The foot-and-mouth epidemic may be over but the effects can still be felt, says Christine Channon

The National Audit Office's report on the 2001 foot-and-mouth epidemic contains the defining image of the misery that engulfed rural Britain.

Piles of dead cattle are silhouetted by a fiery backdrop - some of the six million animals slaughtered in the crisis. It is a macabre shot of the giant pyres, which one witness in Devon CC's foot-and-mouth inquiry memorably described as 'barbaric and medieval'.

The report addresses the impact media images such as this and the closure of thousands of miles of footpaths had on the tourism industry.

But the media was reporting the grisly implementation of a flawed policy and councils were responding to a very clear government instruction to keep the public away from farmland.

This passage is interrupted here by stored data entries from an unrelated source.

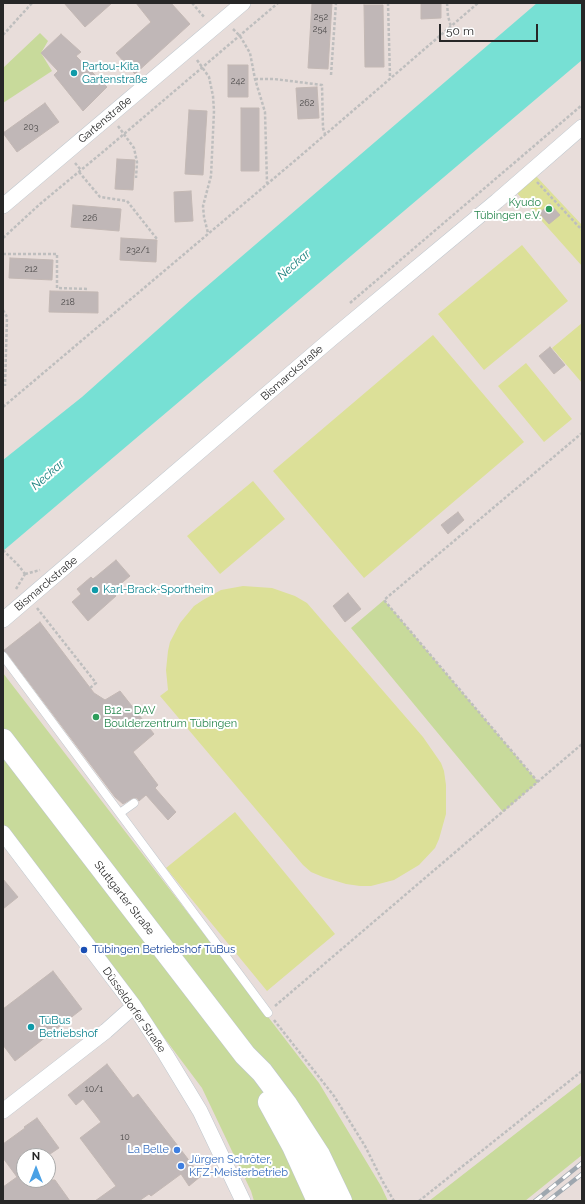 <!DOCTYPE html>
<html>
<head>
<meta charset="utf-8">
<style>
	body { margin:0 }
	#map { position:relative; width:585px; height:1204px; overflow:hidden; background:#e8ddda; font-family:Raleway,sans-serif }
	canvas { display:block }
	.frame { position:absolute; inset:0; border:4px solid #272727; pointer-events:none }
	.north { position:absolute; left:16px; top:1148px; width:40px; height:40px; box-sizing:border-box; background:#fff; border:1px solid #a9a9a9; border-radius:50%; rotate:0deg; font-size:11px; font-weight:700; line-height:16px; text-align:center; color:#272727 }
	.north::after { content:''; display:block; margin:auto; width:14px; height:18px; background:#4aa1e5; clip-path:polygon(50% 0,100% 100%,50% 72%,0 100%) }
	.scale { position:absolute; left:439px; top:24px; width:99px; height:18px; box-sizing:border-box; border:2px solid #272727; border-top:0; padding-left:5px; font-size:12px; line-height:14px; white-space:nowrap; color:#272727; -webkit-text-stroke:3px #fff; paint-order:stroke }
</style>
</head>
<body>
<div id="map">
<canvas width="585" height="1204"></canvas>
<div class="frame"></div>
<div class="north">N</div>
<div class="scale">50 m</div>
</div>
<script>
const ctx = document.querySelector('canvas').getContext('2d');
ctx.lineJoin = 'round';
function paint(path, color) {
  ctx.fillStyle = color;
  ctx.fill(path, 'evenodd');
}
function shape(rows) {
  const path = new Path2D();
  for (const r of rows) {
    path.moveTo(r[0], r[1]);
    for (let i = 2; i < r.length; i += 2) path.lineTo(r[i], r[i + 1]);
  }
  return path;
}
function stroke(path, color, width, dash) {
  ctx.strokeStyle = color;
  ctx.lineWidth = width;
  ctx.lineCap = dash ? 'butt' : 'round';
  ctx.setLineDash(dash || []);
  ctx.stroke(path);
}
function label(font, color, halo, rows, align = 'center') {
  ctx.font = font + ' Raleway,sans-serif';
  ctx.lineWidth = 4;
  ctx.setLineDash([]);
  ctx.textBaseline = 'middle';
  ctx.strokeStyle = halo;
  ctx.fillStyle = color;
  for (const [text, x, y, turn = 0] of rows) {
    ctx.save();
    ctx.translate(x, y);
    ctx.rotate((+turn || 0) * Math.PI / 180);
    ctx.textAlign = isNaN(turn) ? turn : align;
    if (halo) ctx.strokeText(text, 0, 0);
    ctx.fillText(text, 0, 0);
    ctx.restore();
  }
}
paint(shape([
	[40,33,48,41,41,53,52,71,3,103,3,68],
	[384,600,538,782,503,812,351,628],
	[3,673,319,1083,381,1186,388,1201,254,1201,251,1191,202,1088,3,823],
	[582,1082,582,1155,525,1201,429,1201]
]), '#c8da9b');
paint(shape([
	[535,175,582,225,582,266,516,192],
	[522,245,568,301,484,370,438,314],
	[582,323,582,383,552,348],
	[433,335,524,442,364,578,273,471],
	[526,363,572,419,544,442,498,386],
	[253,481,285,519,220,574,187,536],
	[243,586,272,588,295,596,307,603,423,737,441,763,444,771,446,785,446,814,439,839,435,848,419,865,394,880,371,886,360,886,346,884,323,877,311,872,303,865,160,696,168,690,166,670,168,651,170,642,180,623,194,606,203,600,221,590],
	[235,812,335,934,267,991,166,868]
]), '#dce098');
paint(shape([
	[537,3,582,3,582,60,3,551,3,460,82,397,192,299]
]), '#77e0d4');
const building = shape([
	[64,3,112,3,85,27,64,3],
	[136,3,171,3,190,24,135,74,116,53,151,22,136,3],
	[312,3,332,3,328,69,308,68,312,3],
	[421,3,441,3,441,18,421,19,421,3],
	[364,5,383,5,384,67,365,67,364,5],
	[61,34,81,52,76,56,107,87,83,111,54,75,58,71,41,53,61,34],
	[228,65,248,65,248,97,228,97,228,65],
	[317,87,319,118,298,119,296,88,317,87],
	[45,103,59,122,17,152,3,133,45,103],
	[241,108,259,108,259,171,241,171,241,108],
	[189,110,207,111,203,175,185,174,189,110],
	[117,159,135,160,133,190,115,189,117,159],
	[191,191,193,221,175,222,174,192,191,191],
	[550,204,560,215,549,224,539,213,550,204],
	[73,205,121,209,119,231,71,227,73,205],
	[121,238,157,240,156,262,120,260,121,238],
	[10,258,53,260,52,280,9,278,10,258],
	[50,291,98,292,98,313,49,312,50,291],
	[550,347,565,365,554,374,539,356,550,347],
	[458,512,464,520,448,534,441,525,458,512],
	[116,560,130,576,112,591,116,596,88,621,72,602,81,594,77,589,91,577,93,579,116,560],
	[348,593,361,609,345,622,333,606,348,593],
	[40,622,94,693,105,700,120,691,154,734,133,752,158,785,155,788,176,812,168,820,146,795,139,801,137,798,133,798,123,804,115,797,7,653,3,651,40,622],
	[3,879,18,897,3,909,3,879],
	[53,971,82,1009,15,1061,3,1045,3,1009,53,971],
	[107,1064,133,1098,138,1094,201,1176,189,1186,181,1174,151,1196,149,1194,139,1201,95,1201,116,1186,80,1138,101,1122,83,1099,76,1105,68,1095,107,1064],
	[37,1118,59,1148,47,1156,24,1156,24,1180,55,1180,70,1201,3,1201,3,1187,17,1177,3,1158,3,1144,25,1128,24,1127,37,1118]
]);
paint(building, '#c0b7b7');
stroke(building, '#c3b8b4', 1);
const service = shape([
	[3,656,268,1013],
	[120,813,134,803]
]);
const minor = shape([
	[3,206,243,3],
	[3,620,331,339,497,201,582,127],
	[3,833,134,1006,166,1055,200,1111,243,1201],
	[3,1111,106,1031,134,1006]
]);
const secondary = shape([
	[3,740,245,1055,262,1072,286,1104,319,1155,341,1201],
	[269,1102,293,1146,318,1201]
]);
stroke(service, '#bec6cd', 9);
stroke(minor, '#bec6cd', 16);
stroke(secondary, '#bec6cd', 23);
stroke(shape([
	[192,3,205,18],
	[388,3,390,77],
	[447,3,448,16,451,27],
	[233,29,240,36,250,53,255,79,265,112,267,183],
	[3,35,32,3],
	[197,60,209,77,213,96,214,111,211,176,203,206,204,217,208,233],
	[331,75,336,3],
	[255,79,274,79,322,85,323,128,325,134],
	[118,126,134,148,137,162,136,178],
	[75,163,81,170],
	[79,172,100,197,127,201,157,239],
	[537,182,582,230],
	[3,238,40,204,104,151,278,3],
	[3,254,57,254,57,288,89,289],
	[350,303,582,105],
	[3,310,7,317,5,386],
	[3,407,298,158,478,3],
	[3,550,19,566,25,574],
	[25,574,40,570],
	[16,589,25,574],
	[37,608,96,683,90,688],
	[538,782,384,600,582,433],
	[275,1006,582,744],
	[274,1020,334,1096,365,1146,383,1182,394,1201],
	[419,1201,582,1071]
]), '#bebebe', 2.5, [3, 2]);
stroke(service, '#fff', 8);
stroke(minor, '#fff', 15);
stroke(secondary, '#fff', 22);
const rail = shape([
	[535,1201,582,1163],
	[548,1201,582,1174]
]);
stroke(rail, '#9ea7af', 4.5);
stroke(rail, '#fff', 3, [9]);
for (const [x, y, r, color] of [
	[74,73,4,"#0f9aa8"],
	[549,209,4,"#2e9e5b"],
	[95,590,4,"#0f9aa8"],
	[96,717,4,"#2e9e5b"],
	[84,950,4,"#1a4fb4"],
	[31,1027,4,"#0f9aa8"],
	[177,1150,4,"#3f7fe0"],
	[181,1166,4,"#3f7fe0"]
]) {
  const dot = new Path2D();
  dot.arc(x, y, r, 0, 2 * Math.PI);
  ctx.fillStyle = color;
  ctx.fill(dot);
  stroke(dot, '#fff', 1.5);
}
label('9px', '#4d4b4b', null, [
	["252",321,17],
	["254",320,29],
	["242",238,81],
	["262",307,103],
	["203",31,127],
	["226",90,218],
	["232/1",138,250],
	["212",31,269],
	["218",68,302],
	["10/1",94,1089],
	["10",125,1137]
]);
label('11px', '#0d838f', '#fff', [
	["Partou-Kita",82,67],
	["Gartenstraße",82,80],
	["Karl-Brack-Sportheim",103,590],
	["TüBus",39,1021],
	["Betriebshof",39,1034]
], 'left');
label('11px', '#272727', '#fff', [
	["Gartenstraße",105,120,-40],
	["Bismarckstraße",292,373,-41],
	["Bismarckstraße",46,584,-40],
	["Stuttgarter Straße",124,898,52],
	["Düsseldorfer Straße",134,1010,55]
]);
label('11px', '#27864d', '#fff', [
	["Kyudo",541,203],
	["Tübingen e.V.",541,216],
	["B12 – DAV",104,711,"left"],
	["Boulderzentrum Tübingen",104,724,"left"]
], 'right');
label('11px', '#164399', '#fff', [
	["Tübingen Betriebshof TüBus",92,950]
], 'left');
label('11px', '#366cbe', '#fff', [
	["La Belle",169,1150],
	["Jürgen Schröter,",189,1160,"left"],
	["KFZ-Meisterbetrieb",189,1173,"left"]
], 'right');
label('italic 12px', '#1a817e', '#fff', [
	["Neckar",294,265,-41],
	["Neckar",48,475,-41]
]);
</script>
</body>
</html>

These were the tumbling dominoes in a crumbling line, which had its origin in a near mythical contingency plan. Few outside the former Ministry of Agriculture, Fisheries & Food had even heard of this plan and it proved hopelessly inadequate.

The report reveals that the contingency plan assumed there would not be more than 10 infected farms at any one time. But at least 57 farms were already infected by the time the cause was diagnosed.

MAFF failed to properly assess the risk from a fast-moving outbreak and the huge rise in livestock movements caused by modern farming practices.

The consequences for Devon were devastating - a£313m hole in the local economy, 4,500 farms unable to trade and an 83% fall in holiday bookings. The waste and impact on human lives demands a full public inquiry.

I am proud of the community leadership shown by local government in mounting inquiries in Devon, Northumbria and Cumbria. The process has been cathartic for those who felt mangled by state machinery. It has also exposed many truths about the way the epidemic was mishandled. But this in no way excuses the need for a national public inquiry.

It is important Whitehall recognises that the pain did not end for the rural economy when the epidemic stopped. Research shows 3,000 jobs in Devon have been lost, largely due to foot-and-mouth, and many more people have lost seasonal and casual work, which is not reflected in official statistics.

Out of the crisis emerged an opportunity to create a stronger and more sustainable rural economy. In order to seize this opportunity, we need more allies such as rural affairs minister Alun Michael, and continued government support for councils' recovery initiatives.